Entries provided ▸

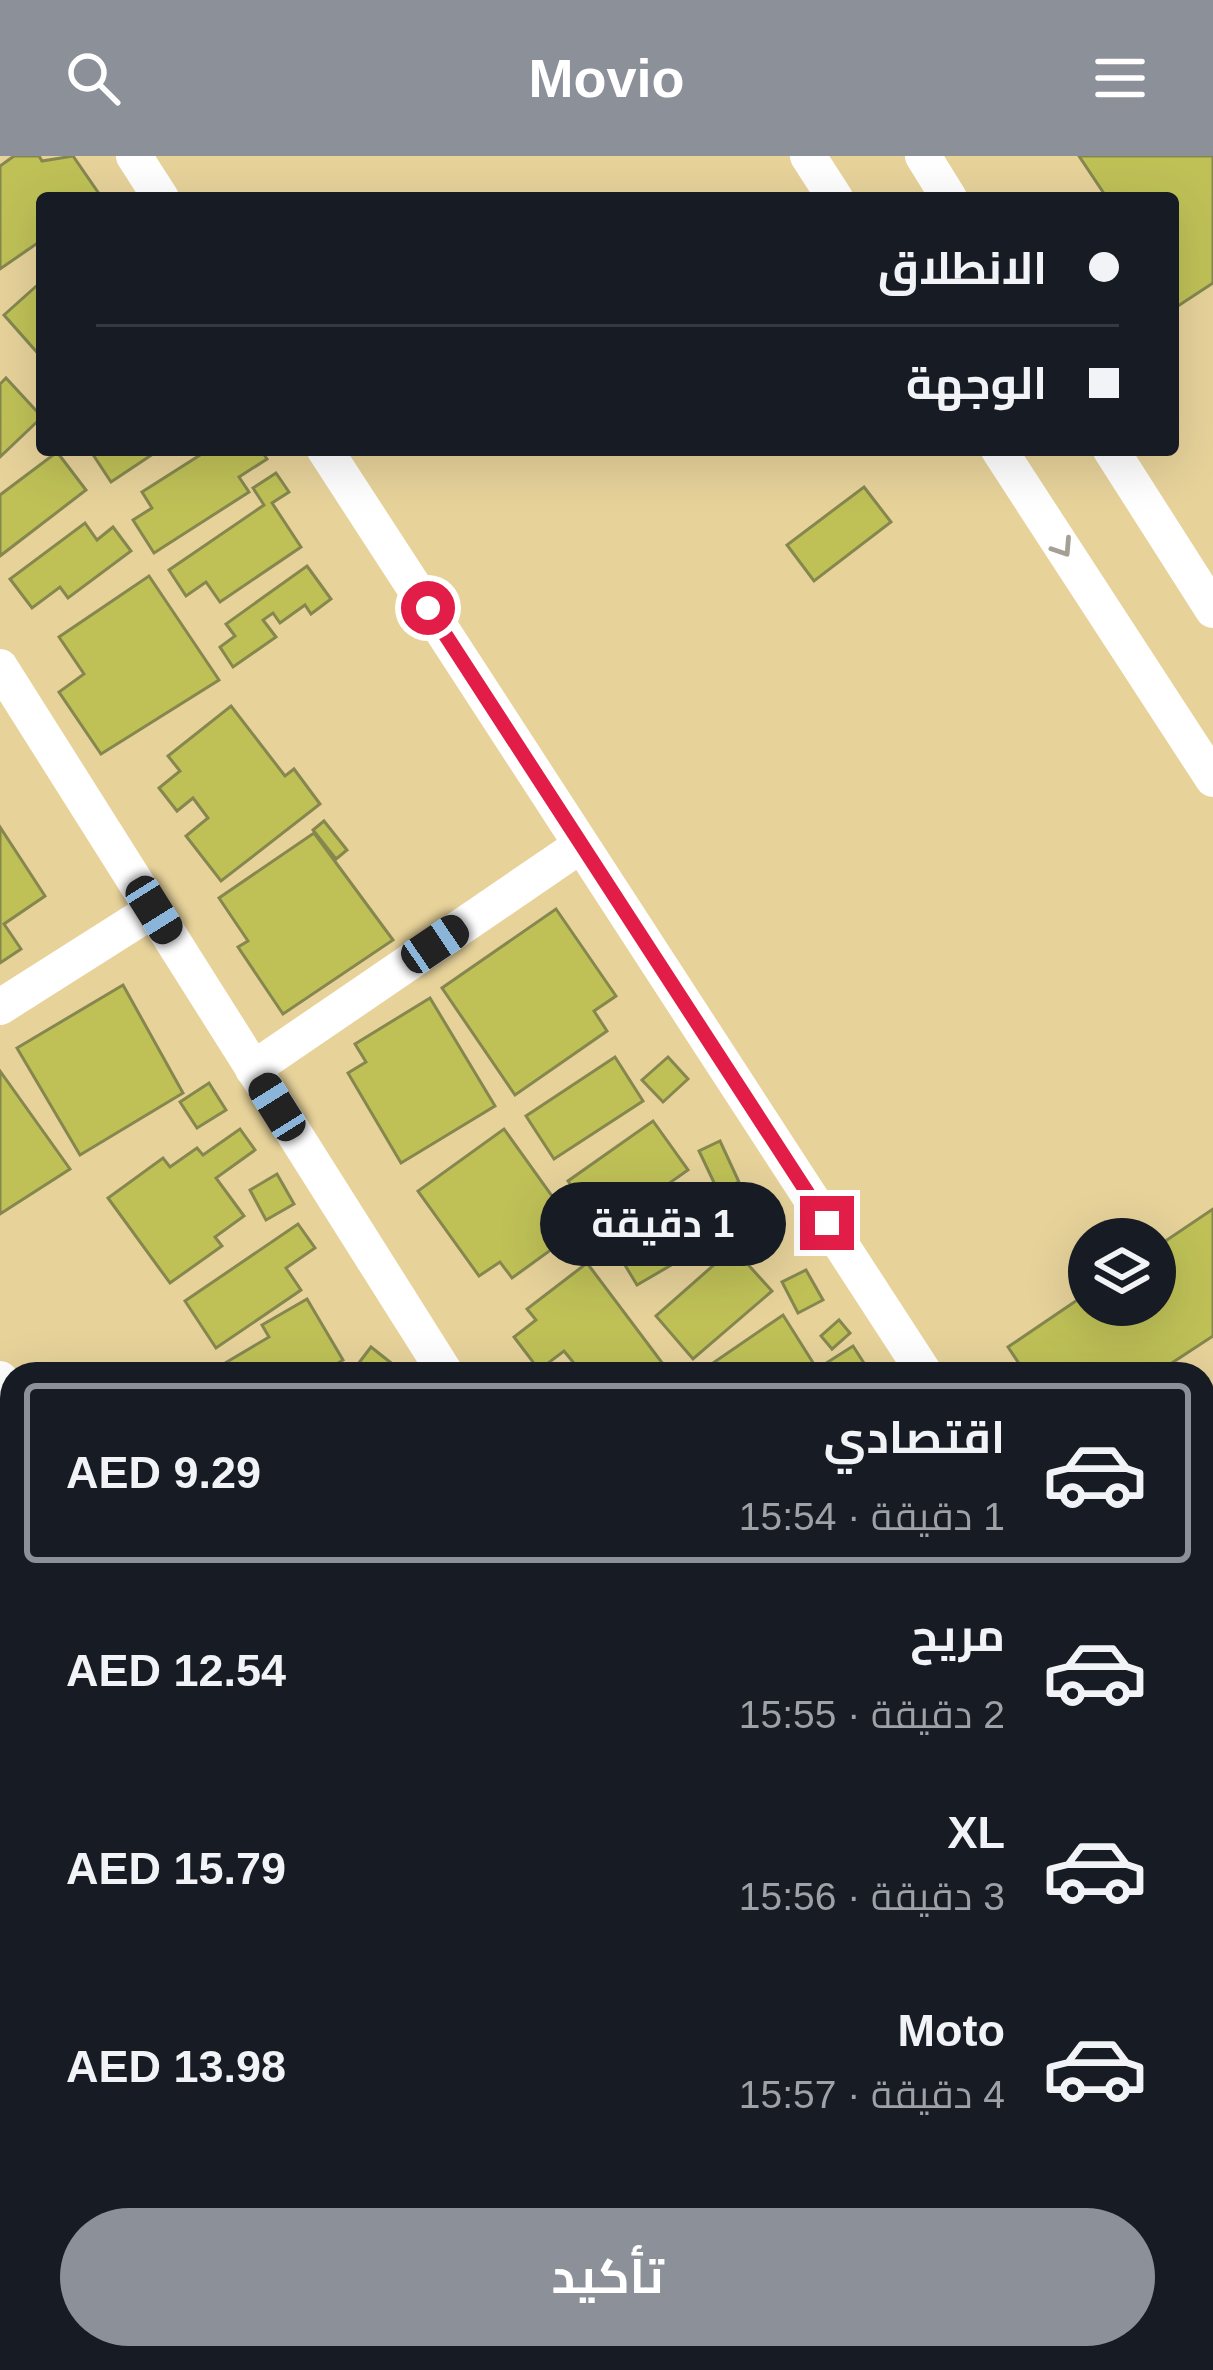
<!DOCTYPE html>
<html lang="ar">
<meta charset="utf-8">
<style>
body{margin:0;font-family:Helvetica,Cairo,sans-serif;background:#20242c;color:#f1f3f6;direction:rtl;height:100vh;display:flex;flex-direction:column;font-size:45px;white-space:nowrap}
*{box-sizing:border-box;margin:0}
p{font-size:39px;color:#9ea1a6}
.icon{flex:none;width:66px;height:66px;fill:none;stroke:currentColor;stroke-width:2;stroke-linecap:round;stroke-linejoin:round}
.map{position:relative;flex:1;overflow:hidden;direction:ltr}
.drawer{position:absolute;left:0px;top:1206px;width:1215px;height:1008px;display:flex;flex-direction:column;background:#171b24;border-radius:36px 36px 0 0;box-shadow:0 12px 48px #0002;direction:rtl}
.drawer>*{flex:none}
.guide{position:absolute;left:36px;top:36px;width:1143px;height:264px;border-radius:12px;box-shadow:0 12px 48px #0002;direction:rtl;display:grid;align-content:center;height:264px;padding:0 60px;background:#171b24}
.fabs{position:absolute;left:1068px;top:1062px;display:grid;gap:24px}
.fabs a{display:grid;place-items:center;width:108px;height:108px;border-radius:50%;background:#171b24;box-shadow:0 12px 48px #0002;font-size:60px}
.end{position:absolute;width:54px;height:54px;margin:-27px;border:15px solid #e11d48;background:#fff;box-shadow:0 0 0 6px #fff}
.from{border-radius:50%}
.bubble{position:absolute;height:84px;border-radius:42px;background:#171b24;box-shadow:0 12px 48px #0002;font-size:39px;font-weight:700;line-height:84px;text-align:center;direction:rtl}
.car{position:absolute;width:36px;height:72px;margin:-36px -18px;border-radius:15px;box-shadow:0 0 9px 3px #0007;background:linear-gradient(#222 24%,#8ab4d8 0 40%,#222 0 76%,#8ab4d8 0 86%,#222 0)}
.guide b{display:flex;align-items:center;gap:42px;height:114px;font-size:45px}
.guide b+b{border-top:3px solid #363941}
.guide i{width:30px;height:30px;background:#f1f3f6}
ul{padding:21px 0 0;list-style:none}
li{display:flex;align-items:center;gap:36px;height:180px;margin:0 24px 18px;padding:0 36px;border:6px solid transparent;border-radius:12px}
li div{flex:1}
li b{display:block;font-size:45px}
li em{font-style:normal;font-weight:700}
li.on{border-color:#8c9099}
li>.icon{width:108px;height:108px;stroke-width:1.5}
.primary-button{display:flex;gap:24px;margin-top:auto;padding:24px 60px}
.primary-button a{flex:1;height:138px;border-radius:72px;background:#8c9099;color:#fff;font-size:48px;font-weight:700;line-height:138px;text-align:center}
header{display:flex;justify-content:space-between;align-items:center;height:156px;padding:0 60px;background:#8c9099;color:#fff;font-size:54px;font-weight:700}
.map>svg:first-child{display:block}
</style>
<header><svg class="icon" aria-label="menu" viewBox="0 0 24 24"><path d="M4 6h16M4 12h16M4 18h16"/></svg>Movio<svg class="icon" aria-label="search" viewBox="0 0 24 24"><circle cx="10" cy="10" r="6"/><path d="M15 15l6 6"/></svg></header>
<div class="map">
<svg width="1213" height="2214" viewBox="0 0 1213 2214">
<rect width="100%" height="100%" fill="#e7d29a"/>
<g fill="#bfc157" stroke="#85874f" stroke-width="3">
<path d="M14 0H39L42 5 73 0 102 42H42V84L0 113V10Z"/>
<path d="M1079 0H1213V127L1178 150 1173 143V42H1107Z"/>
<path d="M42 125V202L4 159Z"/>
<path d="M6 222 42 261 0 301V228Z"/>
<path d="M90 294H159L111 326Z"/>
<path d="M208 294H261L267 303 239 321 249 336 154 397 133 364 152 352 142 336Z"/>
<path d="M57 296 86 334 0 400V339Z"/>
<path d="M276 317 289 336 272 347 301 391 220 446 206 426 186 440 169 414 264 349 253 332Z"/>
<path d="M864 331 891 366 814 425 787 389Z"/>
<path d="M85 367 97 384 113 371 131 395 68 442 60 431 32 452 10 423Z"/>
<path d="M307 410 331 443 311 458 305 449 280 467 273 457 263 464 276 481 233 511 220 491 235 480 226 468Z"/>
<path d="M149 420 219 524 101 598 59 536 84 518 59 481Z"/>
<path d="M231 550 285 620 294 613 320 648 221 725 186 680 208 662 193 642 177 655 159 632 180 615 168 600Z"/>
<path d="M324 665 347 694 336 703 313 674Z"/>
<path d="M0 671 45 740 4 768 21 793 0 807Z"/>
<path d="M314 677 393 784 283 858 238 791 248 785 219 742Z"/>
<path d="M556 753 616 840 594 855 607 875 515 939 442 832Z"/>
<path d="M123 829 183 937 80 999 17 892Z"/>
<path d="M430 842 495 950 401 1007 348 917 366 906 355 888Z"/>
<path d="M615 901 643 945 554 1003 526 960Z"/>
<path d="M668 901 688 923 663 946 642 924Z"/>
<path d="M0 915 70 1013 0 1058Z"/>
<path d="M209 927 226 954 197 972 180 946Z"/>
<path d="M653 965 688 1014 602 1075 568 1025Z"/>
<path d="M240 973 255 994 216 1022 244 1060 215 1081 222 1090 170 1127 108 1042 163 1002 170 1011 197 992 203 999Z"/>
<path d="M504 973 577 1075 512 1122 500 1106 479 1120 418 1035Z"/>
<path d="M720 985 739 1026 718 1035 699 995Z"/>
<path d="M277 1018 294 1048 266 1064 250 1034Z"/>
<path d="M702 1033 728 1076 637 1129 611 1086Z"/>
<path d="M757 1041 767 1057 744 1072 733 1057Z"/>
<path d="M1213 1053V1180L1155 1218H1026L1008 1191 1089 1136V1149H1155V1092Z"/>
<path d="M298 1068 315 1092 286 1112 301 1134 216 1192 185 1145Z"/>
<path d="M733 1092 772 1135 693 1203 656 1160Z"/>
<path d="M587 1107 663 1208 650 1218H557L573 1206 564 1195 539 1214 514 1181 536 1164 527 1153Z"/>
<path d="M806 1114 823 1144 798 1157 782 1126Z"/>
<path d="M307 1143 343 1204 320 1218H224L220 1210 269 1181 262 1169Z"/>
<path d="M783 1159 817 1213 853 1190 871 1218H697Z"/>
<path d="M839 1164 850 1177 832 1193 821 1180Z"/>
<path d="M371 1191 400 1214 396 1218H363L355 1212Z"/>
<path d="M1203 1311 1213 1325V1473L1203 1479Z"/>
<path d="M0 1450 12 1467V1489L0 1497Z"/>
<path d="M12 1512V1624L0 1608V1520Z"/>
<path d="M12 1679V1795L0 1804V1688Z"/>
<path d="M1203 2062 1213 2075V2177L1203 2164Z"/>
<path d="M1203 2194 1211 2207 1201 2214H1146L1138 2202H1203Z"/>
<path d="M932 2202H1029L1038 2214H940Z"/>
<path d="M1119 2202 1126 2214H1055L1047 2203Z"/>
</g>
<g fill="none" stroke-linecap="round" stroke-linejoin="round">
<g stroke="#fff" stroke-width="36">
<path d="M134 0 161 42"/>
<path d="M808 0 835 42"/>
<path d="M923 0 949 42"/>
<path d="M325 294 925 1218"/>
<path d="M999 294 1213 623"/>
<path d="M1111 294 1213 454"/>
<path d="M0 511 446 1218"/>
<path d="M0 851 153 754"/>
<path d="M253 913 581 689"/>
<path d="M0 1223 12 1242"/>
<path d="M1203 1645 1213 1660"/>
<path d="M1203 1815 1213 1809"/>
<path d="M0 1862 12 1854"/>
<path d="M1203 1917 1213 1910"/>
<path d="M570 2214 589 2202"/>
<path d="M754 2214 772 2202"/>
</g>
</g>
<defs><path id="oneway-chevron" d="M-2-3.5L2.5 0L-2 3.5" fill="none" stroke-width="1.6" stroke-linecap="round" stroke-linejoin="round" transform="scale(3)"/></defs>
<use stroke="#a4a096" href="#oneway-chevron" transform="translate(1063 392) rotate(57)"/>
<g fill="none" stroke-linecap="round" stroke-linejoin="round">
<path stroke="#e11d48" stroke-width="15" d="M428 452 827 1067"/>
</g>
</svg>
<div class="fabs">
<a><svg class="icon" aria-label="layers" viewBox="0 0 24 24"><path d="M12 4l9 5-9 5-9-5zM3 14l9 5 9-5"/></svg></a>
</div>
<i class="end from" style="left:428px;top:452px"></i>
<i class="end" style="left:827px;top:1067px"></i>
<div class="bubble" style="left:540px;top:1026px;width:246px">1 دقيقة</div>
<i class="car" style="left:154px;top:754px;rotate:148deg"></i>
<i class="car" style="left:435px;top:788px;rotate:56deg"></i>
<i class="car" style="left:277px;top:951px;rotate:328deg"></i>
<div class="guide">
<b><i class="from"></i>الانطلاق</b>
<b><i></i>الوجهة</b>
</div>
<section class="drawer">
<ul>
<li class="on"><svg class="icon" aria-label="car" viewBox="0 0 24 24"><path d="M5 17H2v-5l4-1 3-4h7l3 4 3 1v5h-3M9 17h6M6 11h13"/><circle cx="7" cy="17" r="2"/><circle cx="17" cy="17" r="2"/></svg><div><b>اقتصادي</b><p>1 دقيقة · 15:54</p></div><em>AED 9.29</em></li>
<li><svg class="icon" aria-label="car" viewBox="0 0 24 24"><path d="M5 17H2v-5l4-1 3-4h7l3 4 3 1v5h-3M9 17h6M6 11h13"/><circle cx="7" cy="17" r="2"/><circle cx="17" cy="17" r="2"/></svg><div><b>مريح</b><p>2 دقيقة · 15:55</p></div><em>AED 12.54</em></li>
<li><svg class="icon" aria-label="car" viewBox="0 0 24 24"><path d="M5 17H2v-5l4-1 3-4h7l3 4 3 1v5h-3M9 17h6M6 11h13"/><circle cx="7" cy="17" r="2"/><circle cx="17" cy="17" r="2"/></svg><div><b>XL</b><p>3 دقيقة · 15:56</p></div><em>AED 15.79</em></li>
<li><svg class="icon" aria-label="car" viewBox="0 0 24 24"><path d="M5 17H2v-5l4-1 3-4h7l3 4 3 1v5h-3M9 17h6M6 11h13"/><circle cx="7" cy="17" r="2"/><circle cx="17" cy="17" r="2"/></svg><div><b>Moto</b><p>4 دقيقة · 15:57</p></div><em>AED 13.98</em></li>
</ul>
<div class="primary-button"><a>تأكيد</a></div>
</section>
</div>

Task goal ▸ Go over the listing above and return each line with "fabs".

Solution for this exercise ▸
.fabs{position:absolute;left:1068px;top:1062px;display:grid;gap:24px}
.fabs a{display:grid;place-items:center;width:108px;height:108px;border-radius:50%;background:#171b24;box-shadow:0 12px 48px #0002;font-size:60px}
<div class="fabs">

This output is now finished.